● **Activity**: Leaving out the images, return the data below exactly as it is written.

----

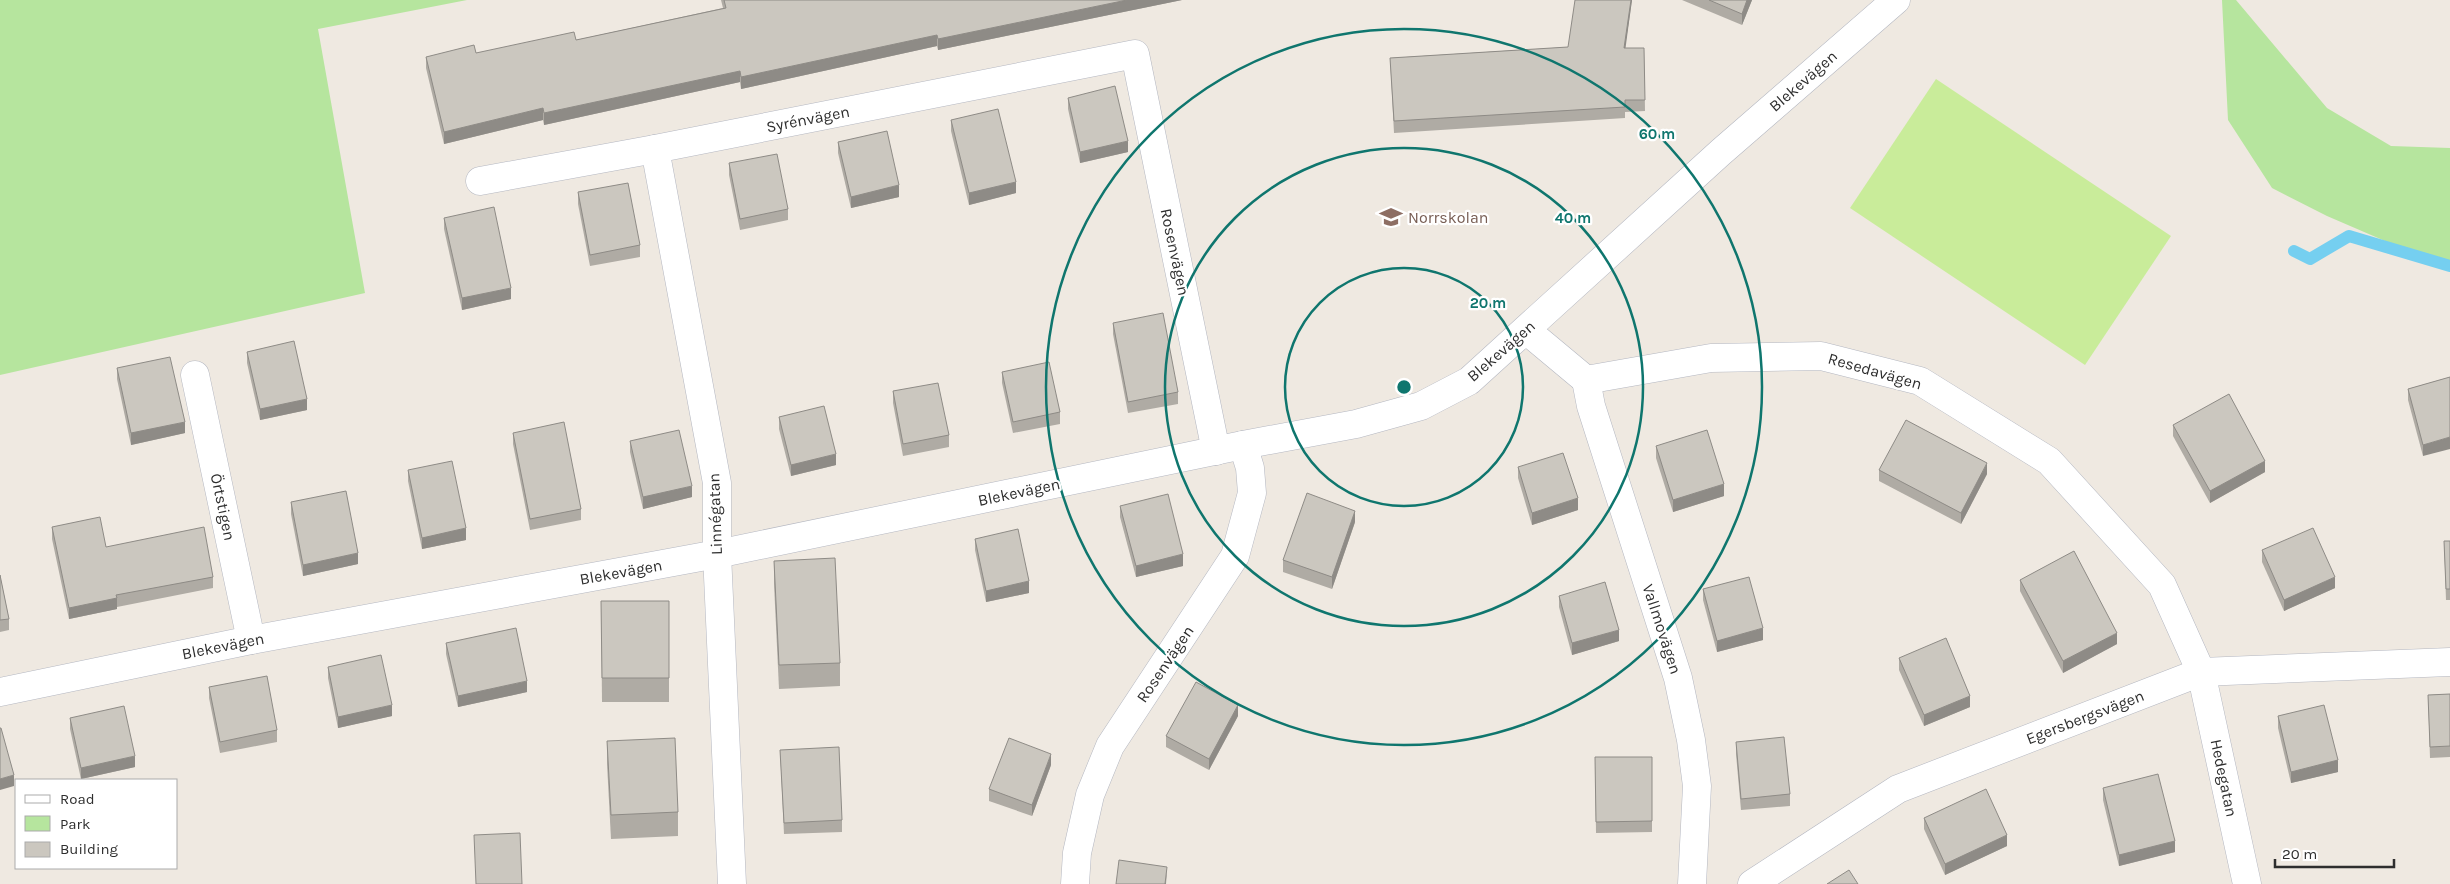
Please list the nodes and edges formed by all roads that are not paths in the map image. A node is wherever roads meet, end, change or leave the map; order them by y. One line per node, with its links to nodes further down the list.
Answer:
1 (1896, 0): 5 (street, Blekevägen)
2 (1135, 54): 3 (street, Syrénvägen); 9 (street, Rosenvägen)
3 (655, 149): 4 (street, Syrénvägen); 10 (street, Linnégatan)
4 (480, 181)
5 (1526, 330): 7 (street); 8 (street, Blekevägen)
6 (195, 375): 11 (street, Örtstigen)
7 (1586, 380): 13 (street, Resedavägen); 17 (street, Vallmovägen)
8 (1244, 445): 9 (street, Blekevägen); 16 (street, Rosenvägen)
9 (1216, 452): 10 (street, Blekevägen)
10 (717, 554): 11 (street, Blekevägen); 15 (street, Linnégatan)
11 (251, 640): 14 (street, Blekevägen)
12 (2450, 662): 13 (street, Egersbergsvägen)
13 (2201, 672): 18 (street, Egersbergsvägen); 19 (street, Hedegatan)
14 (0, 692)
15 (732, 884)
16 (1075, 884)
17 (1692, 884)
18 (1752, 884)
19 (2247, 884)

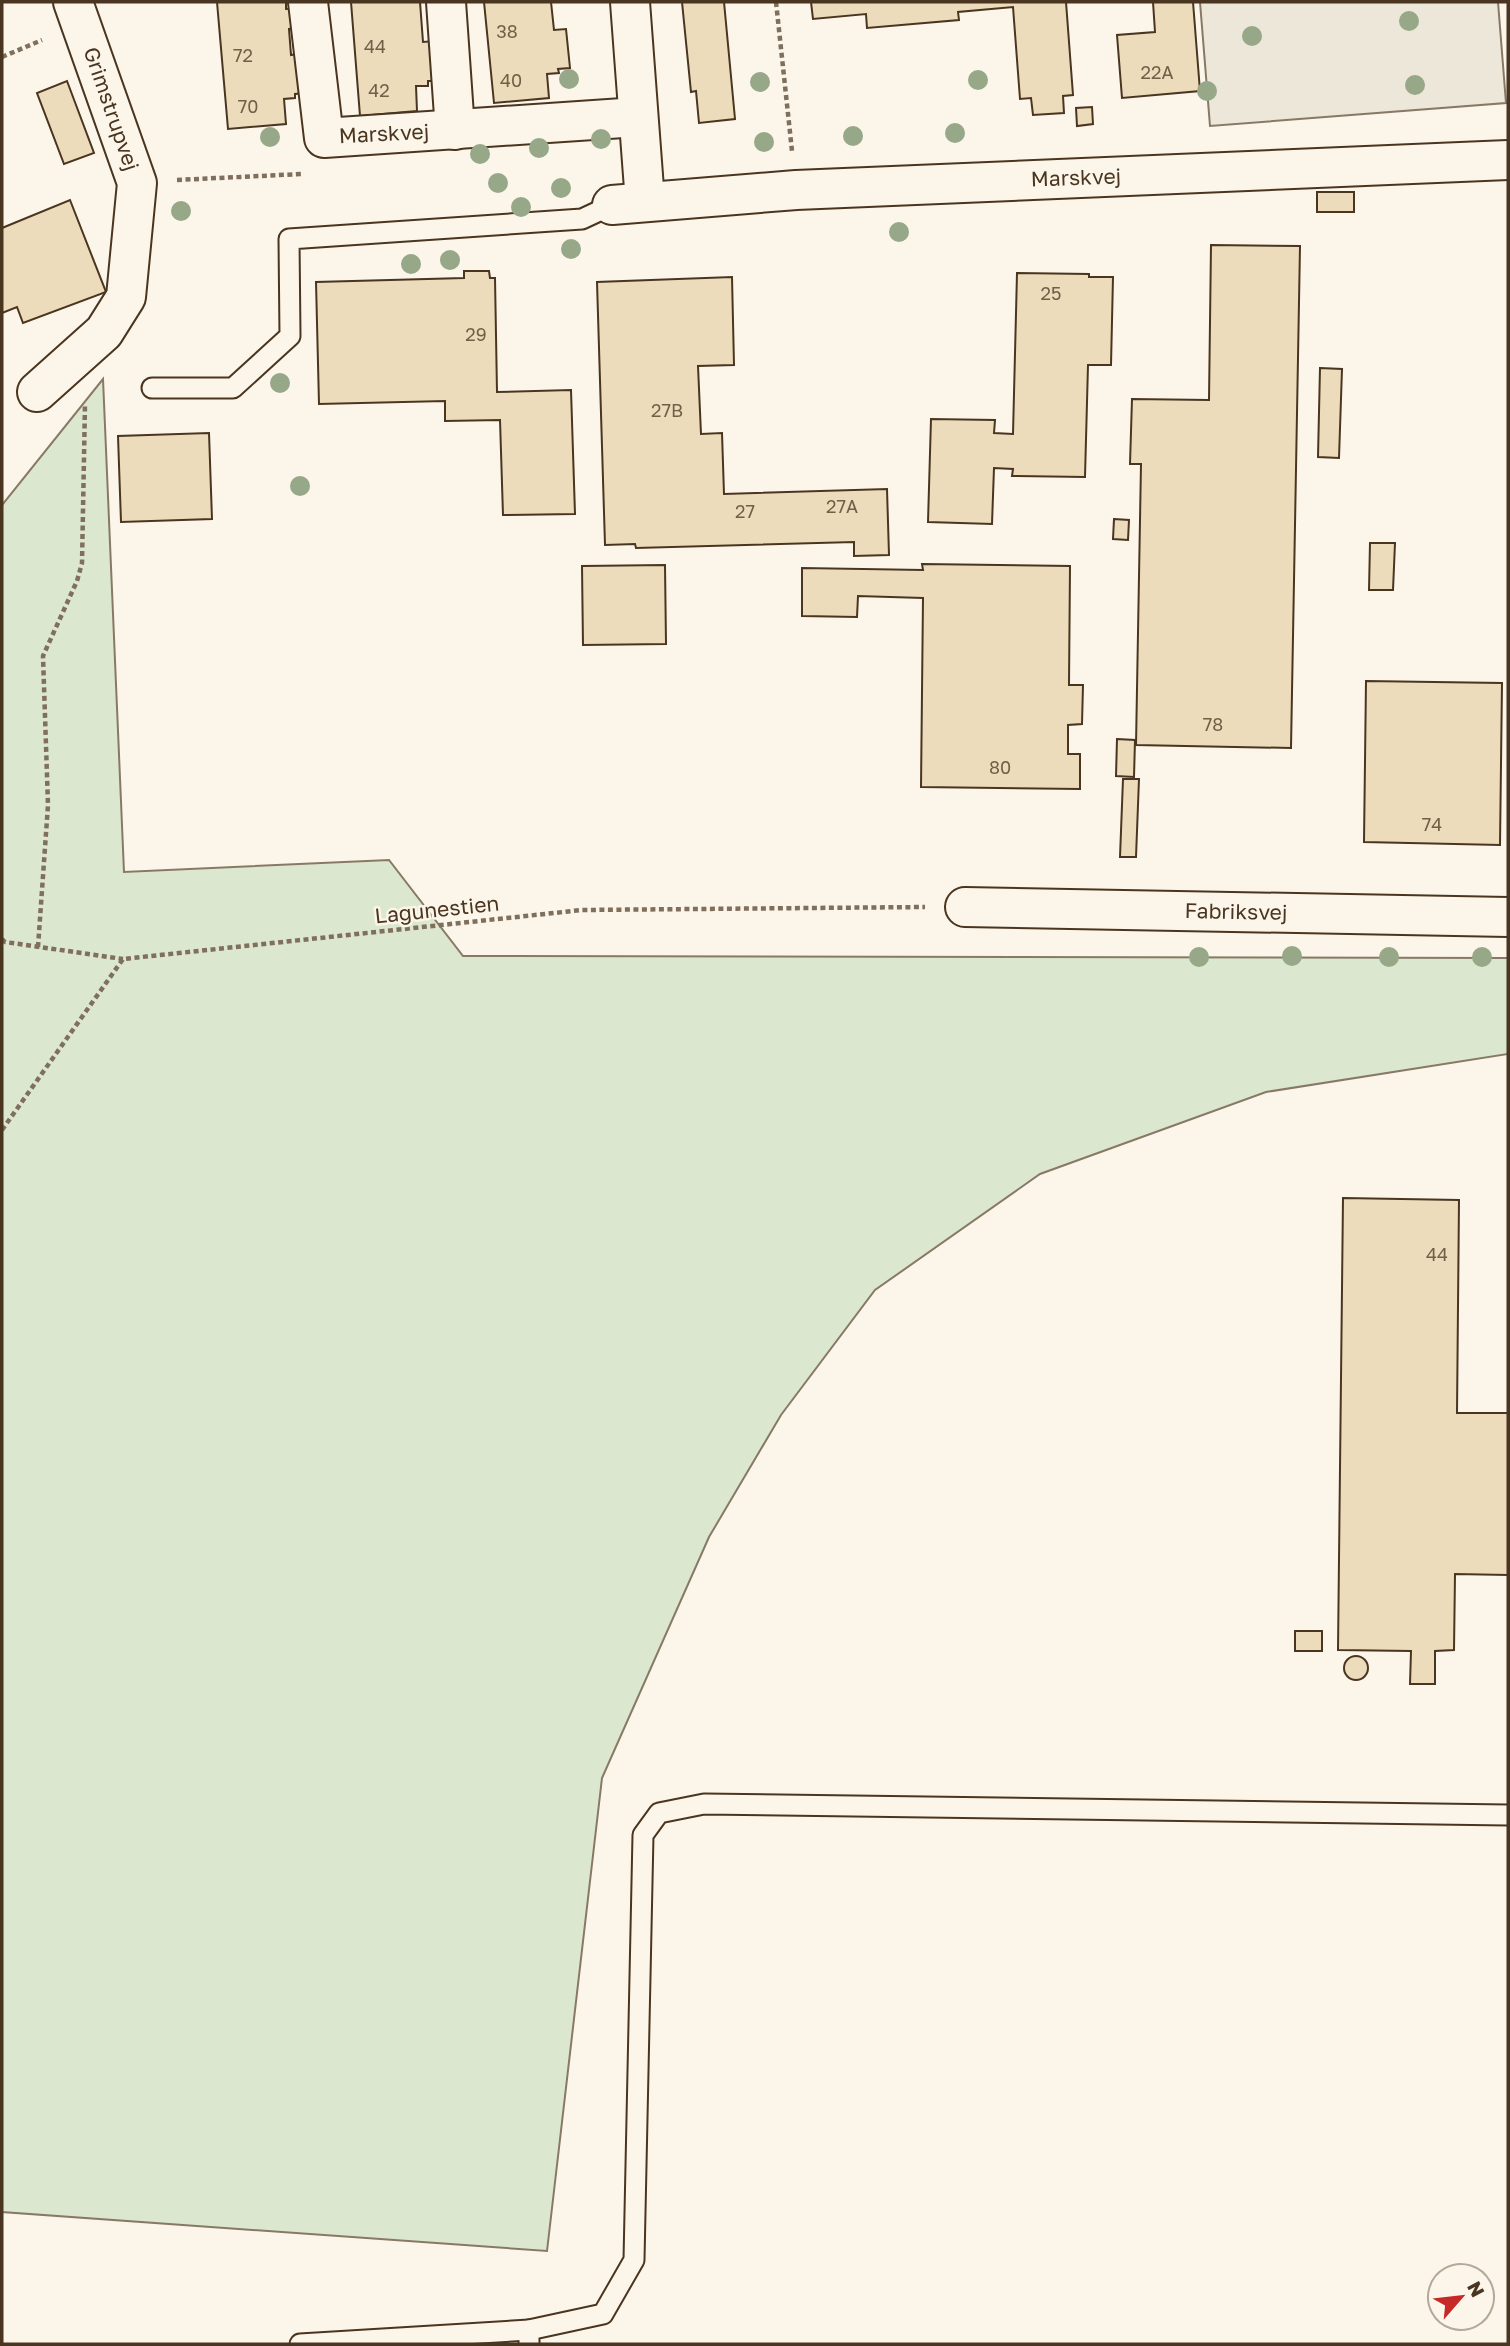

----

● **Exercise answer**:
Please list the nodes and edges formed by all roads that are not paths in the map image. A node is wherever roads meet, end, change or leave the map; order them by y. One line per node, with its links to nodes further down the list.
Answer:
1 (1896, 0): 5 (street, Blekevägen)
2 (1135, 54): 3 (street, Syrénvägen); 9 (street, Rosenvägen)
3 (655, 149): 4 (street, Syrénvägen); 10 (street, Linnégatan)
4 (480, 181)
5 (1526, 330): 7 (street); 8 (street, Blekevägen)
6 (195, 375): 11 (street, Örtstigen)
7 (1586, 380): 13 (street, Resedavägen); 17 (street, Vallmovägen)
8 (1244, 445): 9 (street, Blekevägen); 16 (street, Rosenvägen)
9 (1216, 452): 10 (street, Blekevägen)
10 (717, 554): 11 (street, Blekevägen); 15 (street, Linnégatan)
11 (251, 640): 14 (street, Blekevägen)
12 (2450, 662): 13 (street, Egersbergsvägen)
13 (2201, 672): 18 (street, Egersbergsvägen); 19 (street, Hedegatan)
14 (0, 692)
15 (732, 884)
16 (1075, 884)
17 (1692, 884)
18 (1752, 884)
19 (2247, 884)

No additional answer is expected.